这个程序的目的是抓取google搜索hadoop的前一百条数据,写入数据库,并输出。
有几个要点:
1、连接数据库,向数据库中插入数据
2、抓取google的数据
通过查资料要调用google的API,使用google的API还要先申请API key。
然后要抓取100条数据的话,需要start参数,因为API一次返回默认返回10条,使用start参数就可以指定每次开始抓取数据的条数。
require "mysql"
require "rubygems"require "json"
require "open-uri"
require "net/http"
begin
dbh=Mysql.real_connect("127.0.0.1","root","password","rubydatebase")
puts "Connection Successful"
puts "server version:" + dbh.get_server_info
count=1
num=100
urlstr = "https://www.googleapis.com/customsearch/v1?key=MYKEY&cx=013036536707430787589:_pqjad5hr1a&q=hadoop&alt=json"
while(count < num) do
uri = urlstr + "&start=" + count.to_s
url = URI.parse(uri)
http = Net::HTTP.new(url.host, url.port)
http.use_ssl = true
http.verify_mode = OpenSSL::SSL::VERIFY_NONE
request = Net::HTTP::Get.new(url.request_uri)

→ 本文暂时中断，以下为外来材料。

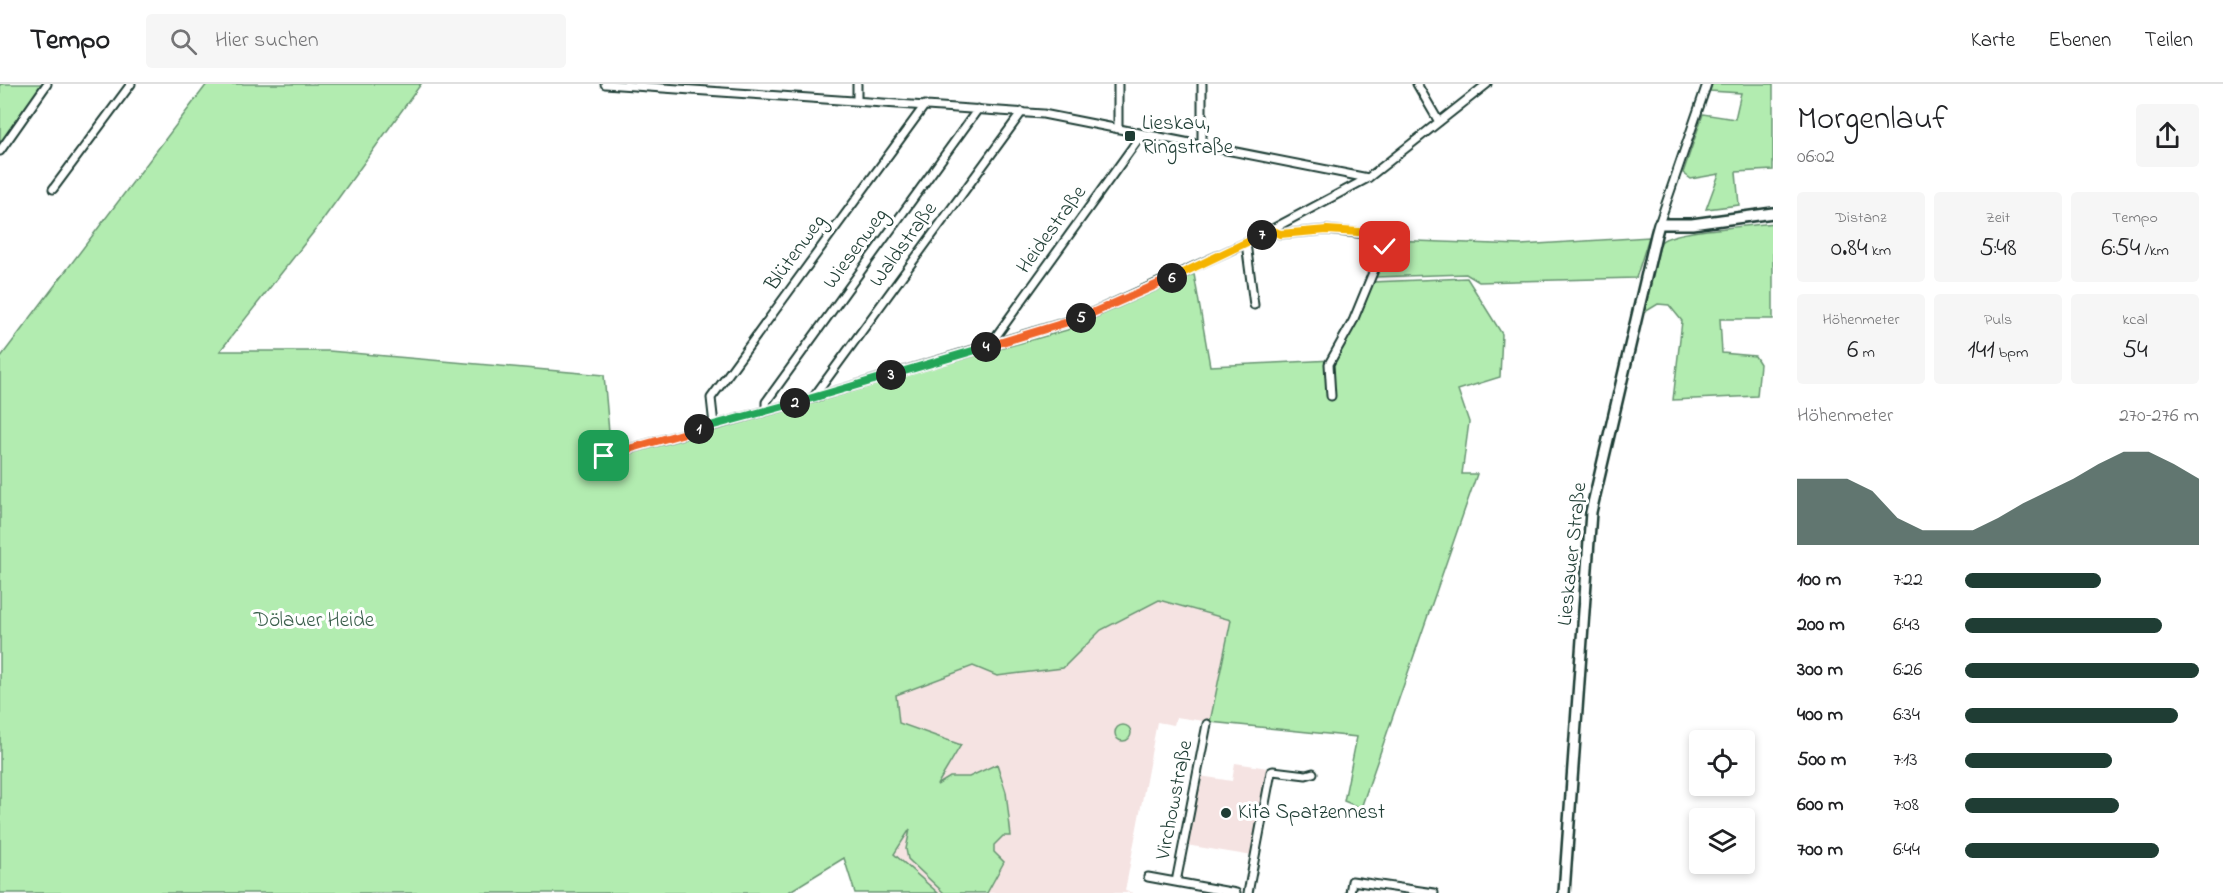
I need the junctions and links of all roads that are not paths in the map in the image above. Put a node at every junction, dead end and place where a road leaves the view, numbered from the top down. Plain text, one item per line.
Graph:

response = http.request(request)
json = response.body
out=[]
out=JSON.parse(json)
outData=[]
outData=out["items"]
for value in outData
url=value["link"]
title=value["title"]
context=value["snippet"]
puts("#{count}:","#{url}","#{title}","#{context}")
col2 = dbh.escape_string("#{title}")
col3 = dbh.escape_string("#{context}")
count = count +1
end
end
dbh.close if dbh
end